**Problem to solve:** Though the entries contain pictures, the copy you make should hold only the rest, exactly as written.

━━ Given data

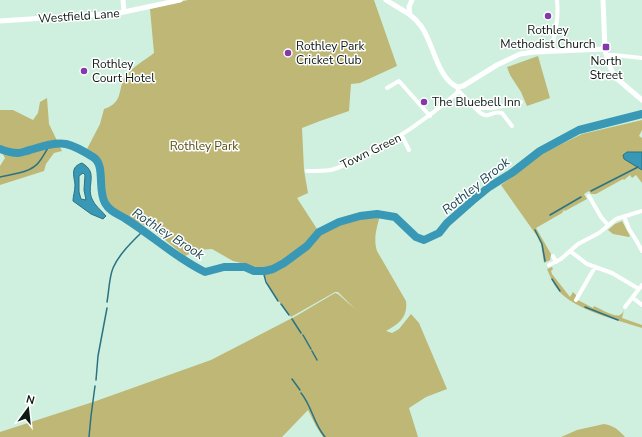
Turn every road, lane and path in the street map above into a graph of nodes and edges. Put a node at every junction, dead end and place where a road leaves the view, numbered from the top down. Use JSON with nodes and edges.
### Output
{"nodes":[{"id":1,"x":123,"y":0,"type":"edge"},
{"id":2,"x":180,"y":0,"type":"edge"},
{"id":3,"x":386,"y":0,"type":"edge"},
{"id":4,"x":412,"y":0,"type":"edge"},
{"id":5,"x":556,"y":0,"type":"edge"},
{"id":6,"x":603,"y":0,"type":"edge"},
{"id":7,"x":124,"y":12,"type":"junction"},
{"id":8,"x":410,"y":15,"type":"junction"},
{"id":9,"x":0,"y":22,"type":"edge"},
{"id":10,"x":605,"y":49,"type":"junction"},
{"id":11,"x":551,"y":52,"type":"junction"},
{"id":12,"x":606,"y":55,"type":"junction"},
{"id":13,"x":642,"y":58,"type":"edge"},
{"id":14,"x":387,"y":88,"type":"dead end"},
{"id":15,"x":458,"y":89,"type":"junction"},
{"id":16,"x":642,"y":100,"type":"edge"},
{"id":17,"x":521,"y":102,"type":"dead end"},
{"id":18,"x":475,"y":108,"type":"junction"},
{"id":19,"x":430,"y":116,"type":"junction"},
{"id":20,"x":512,"y":124,"type":"dead end"},
{"id":21,"x":402,"y":136,"type":"junction"},
{"id":22,"x":409,"y":150,"type":"dead end"},
{"id":23,"x":306,"y":171,"type":"dead end"},
{"id":24,"x":595,"y":196,"type":"dead end"},
{"id":25,"x":642,"y":212,"type":"edge"},
{"id":26,"x":624,"y":216,"type":"junction"},
{"id":27,"x":608,"y":225,"type":"junction"},
{"id":28,"x":570,"y":251,"type":"junction"},
{"id":29,"x":642,"y":252,"type":"edge"},
{"id":30,"x":553,"y":256,"type":"dead end"},
{"id":31,"x":556,"y":262,"type":"junction"},
{"id":32,"x":549,"y":265,"type":"dead end"},
{"id":33,"x":595,"y":267,"type":"junction"},
{"id":34,"x":640,"y":287,"type":"edge"},
{"id":35,"x":633,"y":298,"type":"junction"},
{"id":36,"x":576,"y":300,"type":"dead end"},
{"id":37,"x":642,"y":305,"type":"edge"},
{"id":38,"x":625,"y":306,"type":"dead end"}],
"edges":[{"from":1,"to":7,"type":"street"},
{"from":2,"to":7,"type":"street","name":"Westfield Lane"},
{"from":3,"to":8,"type":"street"},
{"from":4,"to":8,"type":"street"},
{"from":5,"to":11,"type":"street"},
{"from":6,"to":10,"type":"street"},
{"from":7,"to":9,"type":"street","name":"Westfield Lane"},
{"from":8,"to":15,"type":"street"},
{"from":10,"to":11,"type":"street"},
{"from":10,"to":12,"type":"street"},
{"from":11,"to":15,"type":"street"},
{"from":12,"to":13,"type":"street"},
{"from":12,"to":16,"type":"street"},
{"from":14,"to":19,"type":"street"},
{"from":15,"to":18,"type":"street"},
{"from":15,"to":19,"type":"street","name":"Town Green"},
{"from":17,"to":18,"type":"street"},
{"from":18,"to":20,"type":"street"},
{"from":19,"to":21,"type":"street","name":"Town Green"},
{"from":21,"to":22,"type":"street"},
{"from":21,"to":23,"type":"street","name":"Town Green"},
{"from":24,"to":27,"type":"street"},
{"from":25,"to":26,"type":"street"},
{"from":26,"to":27,"type":"street"},
{"from":26,"to":29,"type":"street"},
{"from":27,"to":28,"type":"street"},
{"from":28,"to":31,"type":"street"},
{"from":28,"to":33,"type":"street"},
{"from":30,"to":31,"type":"street"},
{"from":31,"to":32,"type":"street"},
{"from":33,"to":34,"type":"street"},
{"from":33,"to":36,"type":"street"},
{"from":34,"to":35,"type":"street"},
{"from":35,"to":37,"type":"street"},
{"from":35,"to":38,"type":"street"}]}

━━━━

**Response for this exercise:**
Turn every road, lane and path in the street map above into a graph of nodes and edges. Put a node at every junction, dead end and place where a road leaves the view, numbered from the top down. Use JSON with nodes and edges.
### Output
{"nodes":[{"id":1,"x":123,"y":0,"type":"edge"},
{"id":2,"x":180,"y":0,"type":"edge"},
{"id":3,"x":386,"y":0,"type":"edge"},
{"id":4,"x":412,"y":0,"type":"edge"},
{"id":5,"x":556,"y":0,"type":"edge"},
{"id":6,"x":603,"y":0,"type":"edge"},
{"id":7,"x":124,"y":12,"type":"junction"},
{"id":8,"x":410,"y":15,"type":"junction"},
{"id":9,"x":0,"y":22,"type":"edge"},
{"id":10,"x":605,"y":49,"type":"junction"},
{"id":11,"x":551,"y":52,"type":"junction"},
{"id":12,"x":606,"y":55,"type":"junction"},
{"id":13,"x":642,"y":58,"type":"edge"},
{"id":14,"x":387,"y":88,"type":"dead end"},
{"id":15,"x":458,"y":89,"type":"junction"},
{"id":16,"x":642,"y":100,"type":"edge"},
{"id":17,"x":521,"y":102,"type":"dead end"},
{"id":18,"x":475,"y":108,"type":"junction"},
{"id":19,"x":430,"y":116,"type":"junction"},
{"id":20,"x":512,"y":124,"type":"dead end"},
{"id":21,"x":402,"y":136,"type":"junction"},
{"id":22,"x":409,"y":150,"type":"dead end"},
{"id":23,"x":306,"y":171,"type":"dead end"},
{"id":24,"x":595,"y":196,"type":"dead end"},
{"id":25,"x":642,"y":212,"type":"edge"},
{"id":26,"x":624,"y":216,"type":"junction"},
{"id":27,"x":608,"y":225,"type":"junction"},
{"id":28,"x":570,"y":251,"type":"junction"},
{"id":29,"x":642,"y":252,"type":"edge"},
{"id":30,"x":553,"y":256,"type":"dead end"},
{"id":31,"x":556,"y":262,"type":"junction"},
{"id":32,"x":549,"y":265,"type":"dead end"},
{"id":33,"x":595,"y":267,"type":"junction"},
{"id":34,"x":640,"y":287,"type":"edge"},
{"id":35,"x":633,"y":298,"type":"junction"},
{"id":36,"x":576,"y":300,"type":"dead end"},
{"id":37,"x":642,"y":305,"type":"edge"},
{"id":38,"x":625,"y":306,"type":"dead end"}],
"edges":[{"from":1,"to":7,"type":"street"},
{"from":2,"to":7,"type":"street","name":"Westfield Lane"},
{"from":3,"to":8,"type":"street"},
{"from":4,"to":8,"type":"street"},
{"from":5,"to":11,"type":"street"},
{"from":6,"to":10,"type":"street"},
{"from":7,"to":9,"type":"street","name":"Westfield Lane"},
{"from":8,"to":15,"type":"street"},
{"from":10,"to":11,"type":"street"},
{"from":10,"to":12,"type":"street"},
{"from":11,"to":15,"type":"street"},
{"from":12,"to":13,"type":"street"},
{"from":12,"to":16,"type":"street"},
{"from":14,"to":19,"type":"street"},
{"from":15,"to":18,"type":"street"},
{"from":15,"to":19,"type":"street","name":"Town Green"},
{"from":17,"to":18,"type":"street"},
{"from":18,"to":20,"type":"street"},
{"from":19,"to":21,"type":"street","name":"Town Green"},
{"from":21,"to":22,"type":"street"},
{"from":21,"to":23,"type":"street","name":"Town Green"},
{"from":24,"to":27,"type":"street"},
{"from":25,"to":26,"type":"street"},
{"from":26,"to":27,"type":"street"},
{"from":26,"to":29,"type":"street"},
{"from":27,"to":28,"type":"street"},
{"from":28,"to":31,"type":"street"},
{"from":28,"to":33,"type":"street"},
{"from":30,"to":31,"type":"street"},
{"from":31,"to":32,"type":"street"},
{"from":33,"to":34,"type":"street"},
{"from":33,"to":36,"type":"street"},
{"from":34,"to":35,"type":"street"},
{"from":35,"to":37,"type":"street"},
{"from":35,"to":38,"type":"street"}]}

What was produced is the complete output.